## What you should do
Look for "Quick job: Summarize" in the entries below. Then write out exactly the line that holds it and every line after it, to the last, and nothing else.

## Records to use
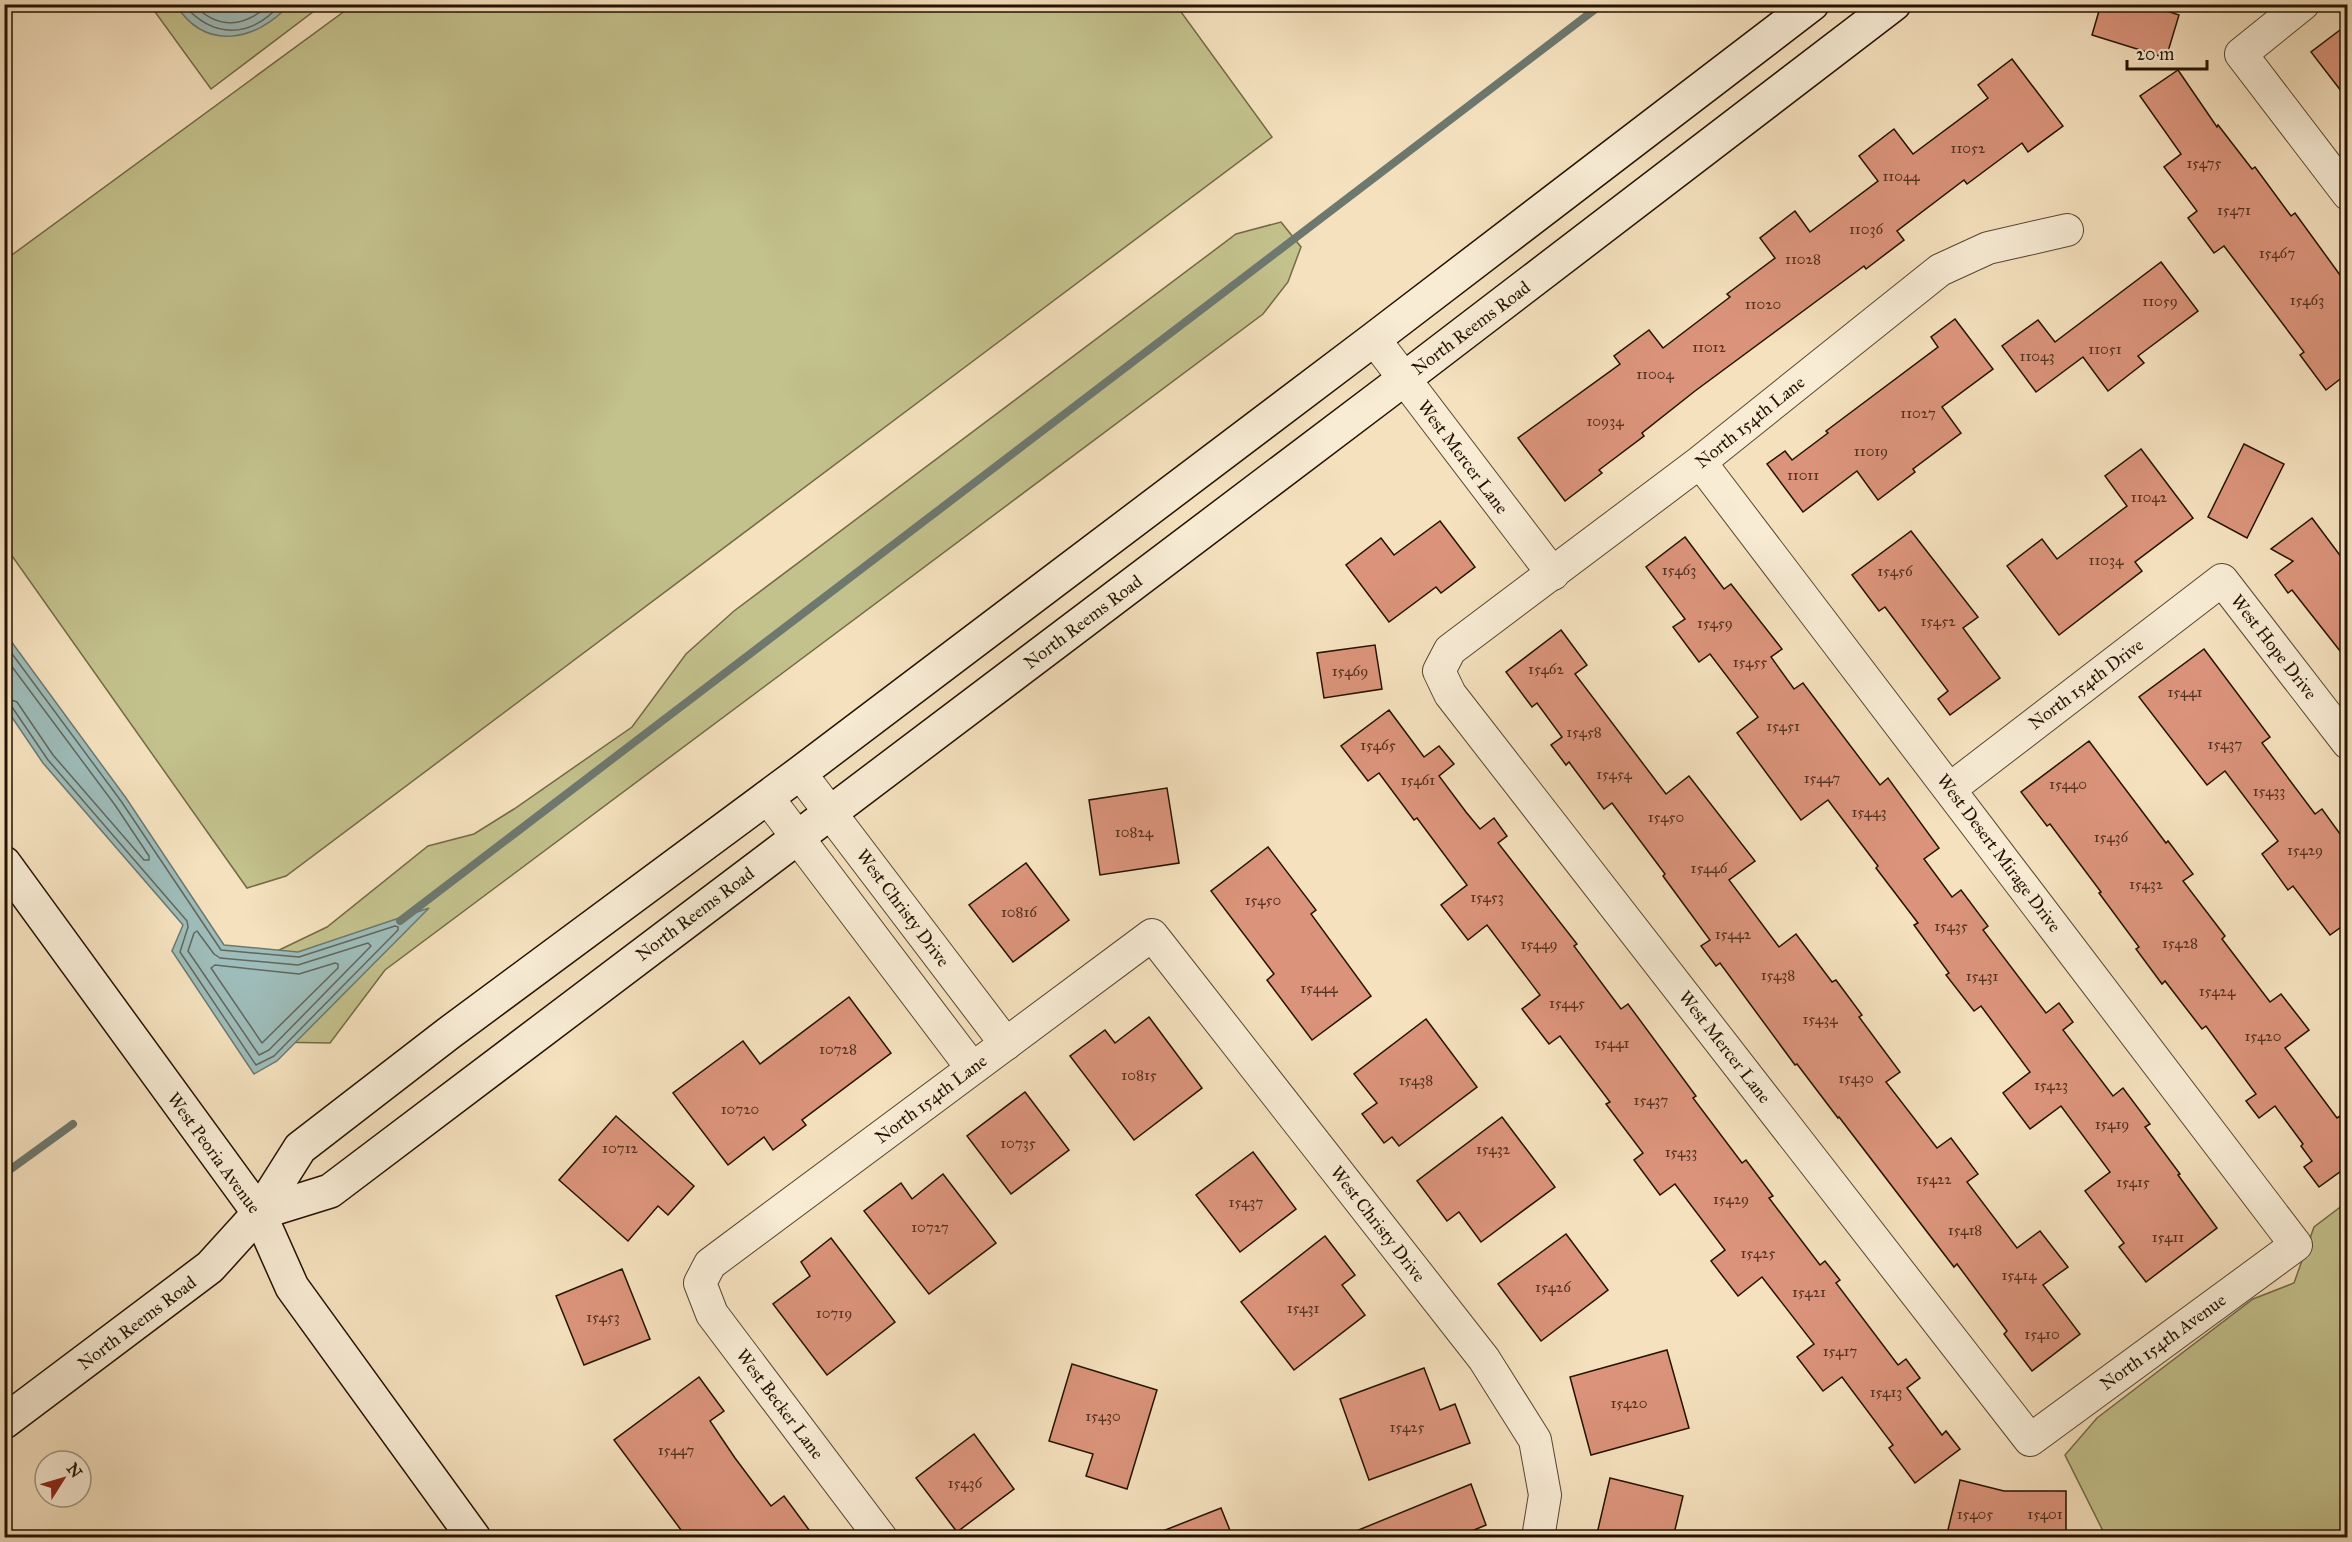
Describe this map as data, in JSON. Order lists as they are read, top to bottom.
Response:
{
  "streets": {
    "main road": ["North Reems Road", "West Peoria Avenue"],
    "street": [
      "North 154th Lane",
      "West Mercer Lane",
      "West Hope Drive",
      "North 154th Drive",
      "West Desert Mirage Drive",
      "West Christy Drive",
      "North 154th Avenue",
      "West Becker Lane"
    ]
  },
  "crossings": [
    ["North Reems Road", "West Mercer Lane"],
    ["North Reems Road", "West Christy Drive"],
    ["North Reems Road", "West Peoria Avenue"],
    ["North 154th Lane", "West Mercer Lane"],
    ["North 154th Lane", "West Desert Mirage Drive"],
    ["North 154th Lane", "West Christy Drive"],
    ["North 154th Lane", "West Becker Lane"],
    ["West Mercer Lane", "North 154th Avenue"],
    ["West Hope Drive", "North 154th Drive"],
    ["North 154th Drive", "West Desert Mirage Drive"],
    ["West Desert Mirage Drive", "North 154th Avenue"]
  ],
  "house_numbers": [
    "11052",
    "15475",
    "11044",
    "15471",
    "11036",
    "15467",
    "11028",
    "15463",
    "11059",
    "11020",
    "11012",
    "11051",
    "11043",
    "11004",
    "11027",
    "10934",
    "11019",
    "11011",
    "11042",
    "11034",
    "15463",
    "15456",
    "15452",
    "15459",
    "15455",
    "15462",
    "15469",
    "15441",
    "15451",
    "15458",
    "15437",
    "15465",
    "15454",
    "15447",
    "15461",
    "15440",
    "15433",
    "15443",
    "15450",
    "10824",
    "15436",
    "15429",
    "15446",
    "15432",
    "15453",
    "15450",
    "10816",
    "15435",
    "15442",
    "15428",
    "15449",
    "15438",
    "15431",
    "15444",
    "15424",
    "15445",
    "15434",
    "15420",
    "15441",
    "10728",
    "10815",
    "15430",
    "15438",
    "15423",
    "15437",
    "10720",
    "15419",
    "10735",
    "10712",
    "15432",
    "15433",
    "15422",
    "15415",
    "15429",
    "15437",
    "10727",
    "15418",
    "15411",
    "15425",
    "15414",
    "15426",
    "15421",
    "15431",
    "10719",
    "15453",
    "15410",
    "15417",
    "15413",
    "15420",
    "15430",
    "15425",
    "15447",
    "15436",
    "15405",
    "15401"
  ],
  "scale_bar": "20 m",
  "north": "top right"
}
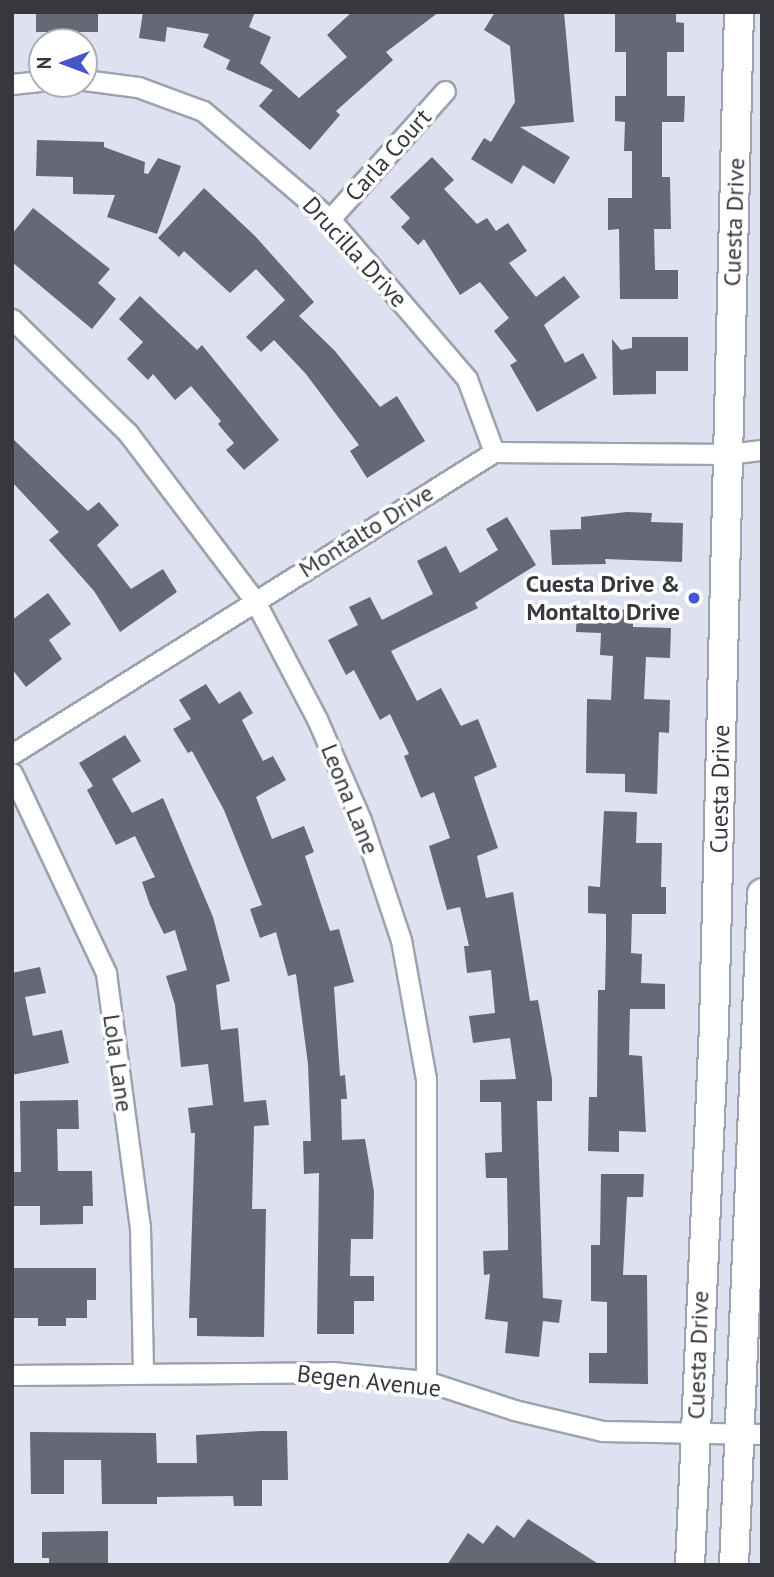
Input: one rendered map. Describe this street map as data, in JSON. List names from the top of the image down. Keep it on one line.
{"streets":{"main road":["Cuesta Drive"],"street":["Carla Court","Drucilla Drive","Montalto Drive","Leona Lane","Lola Lane","Begen Avenue"]},"crossings":[["Carla Court","Drucilla Drive"],["Cuesta Drive","Begen Avenue"],["Drucilla Drive","Montalto Drive"],["Montalto Drive","Leona Lane"],["Leona Lane","Begen Avenue"],["Lola Lane","Begen Avenue"]],"places":["Cuesta Drive & Montalto Drive"],"north":"left"}
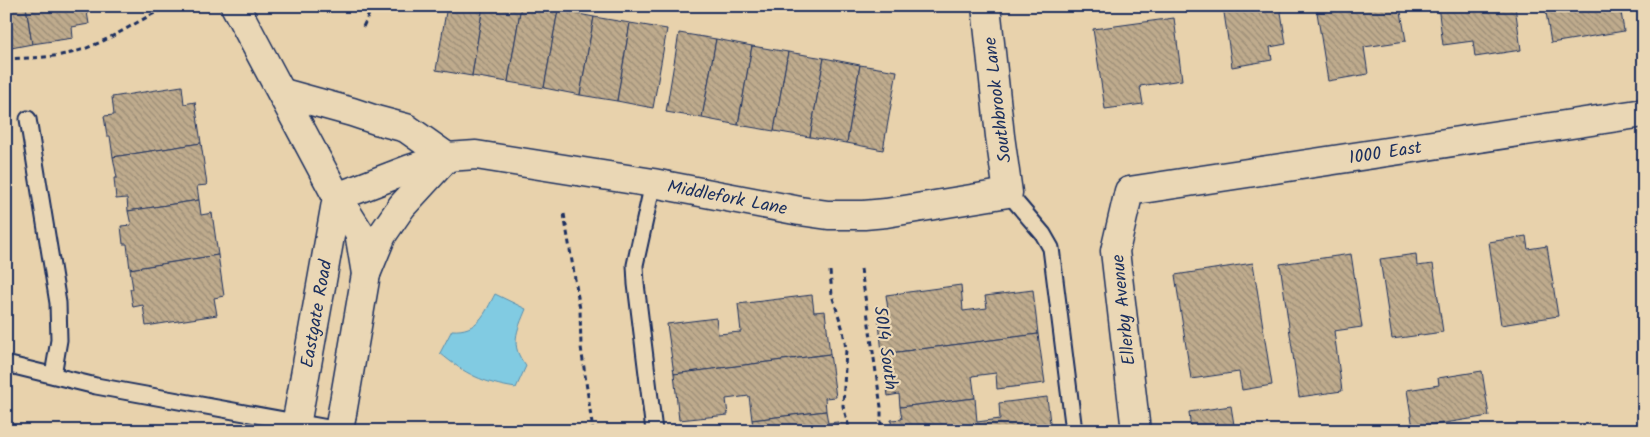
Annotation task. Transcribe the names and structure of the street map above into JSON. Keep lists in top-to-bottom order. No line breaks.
{"streets":{"street":["Southbrook Lane","1000 East","Middlefork Lane","Ellerby Avenue","Eastgate Road"],"path":["5014 South"]},"crossings":[["Southbrook Lane","Middlefork Lane"],["1000 East","Ellerby Avenue"],["Middlefork Lane","Eastgate Road"]]}
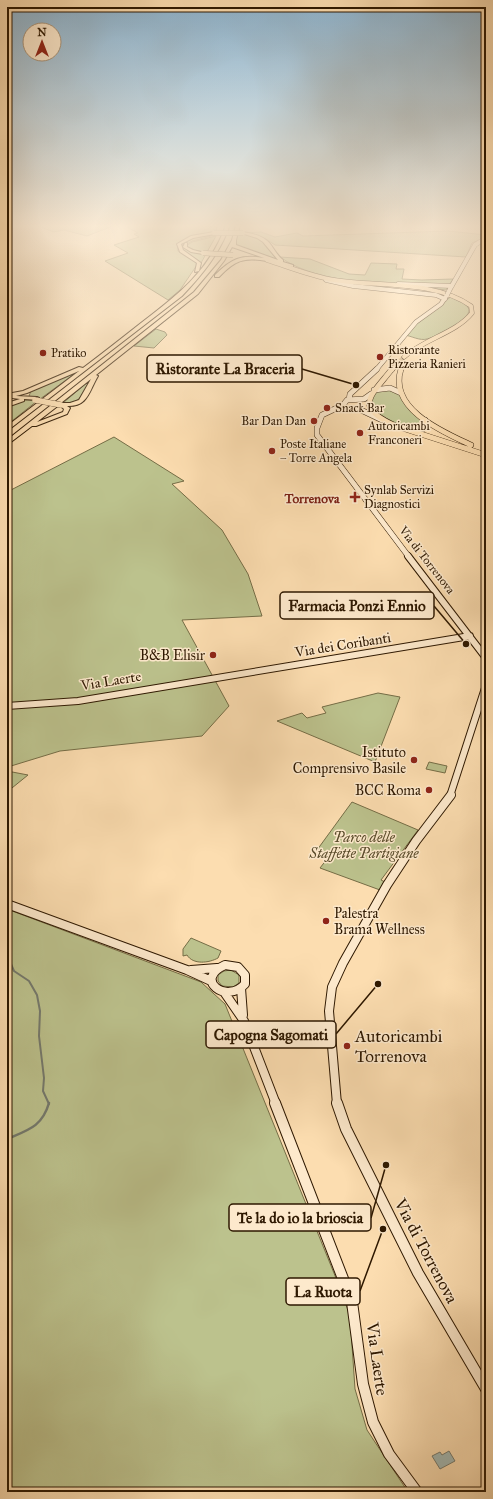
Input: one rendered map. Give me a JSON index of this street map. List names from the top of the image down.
{
  "streets": {
    "street": ["Via di Torrenova", "Via dei Coribanti", "Via Laerte"]
  },
  "crossings": [
    ["Via di Torrenova", "Via dei Coribanti"],
    ["Via dei Coribanti", "Via Laerte"]
  ],
  "districts": ["Torrenova"],
  "parks": ["Parco delle Staffette Partigiane"],
  "places": {
    "other": [
      "Pratiko",
      "Ristorante Pizzeria Ranieri",
      "Ristorante La Braceria",
      "Snack Bar",
      "Bar Dan Dan",
      "Autoricambi Franconeri",
      "Poste Italiane – Torre Angela",
      "Farmacia Ponzi Ennio",
      "B&B Elisir",
      "Istituto Comprensivo Basile",
      "BCC Roma",
      "Palestra Brama Wellness",
      "Capogna Sagomati",
      "Autoricambi Torrenova",
      "Te la do io la brioscia",
      "La Ruota"
    ],
    "health": ["Synlab Servizi Diagnostici"]
  },
  "north": "top"
}
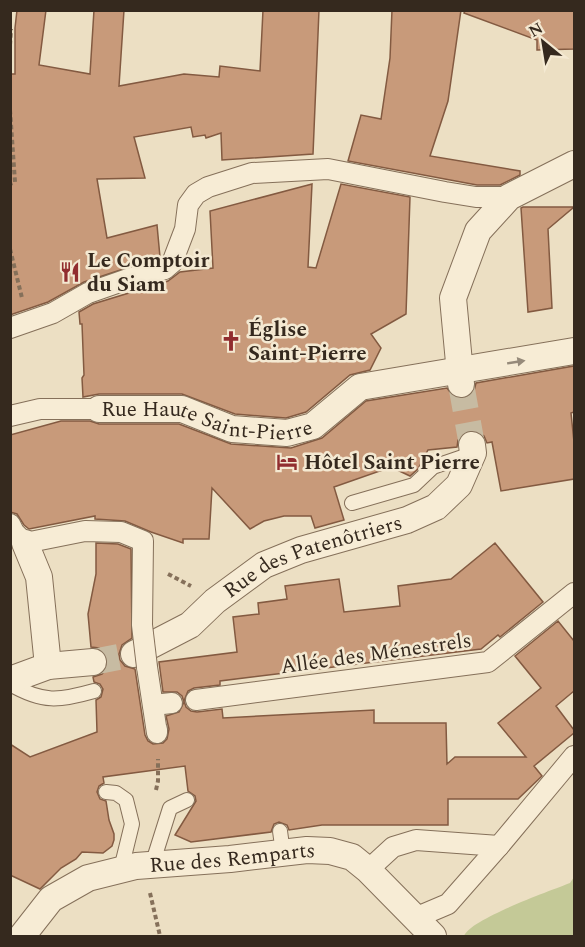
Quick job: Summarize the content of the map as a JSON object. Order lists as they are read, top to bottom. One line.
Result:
{"streets":{"street":["Rue Haute Saint-Pierre","Rue des Patenôtriers","Allée des Ménestrels","Rue des Remparts"]},"places":{"restaurant":["Le Comptoir du Siam"],"church":["Église Saint-Pierre"],"hotel":["Hôtel Saint Pierre"]},"north":"top left"}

## Answer space
Quick job: Summarize the content of the map as a JSON object. Order lists as they are read, top to bottom. One line.
Result:
{"streets":{"street":["Rue Haute Saint-Pierre","Rue des Patenôtriers","Allée des Ménestrels","Rue des Remparts"]},"places":{"restaurant":["Le Comptoir du Siam"],"church":["Église Saint-Pierre"],"hotel":["Hôtel Saint Pierre"]},"north":"top left"}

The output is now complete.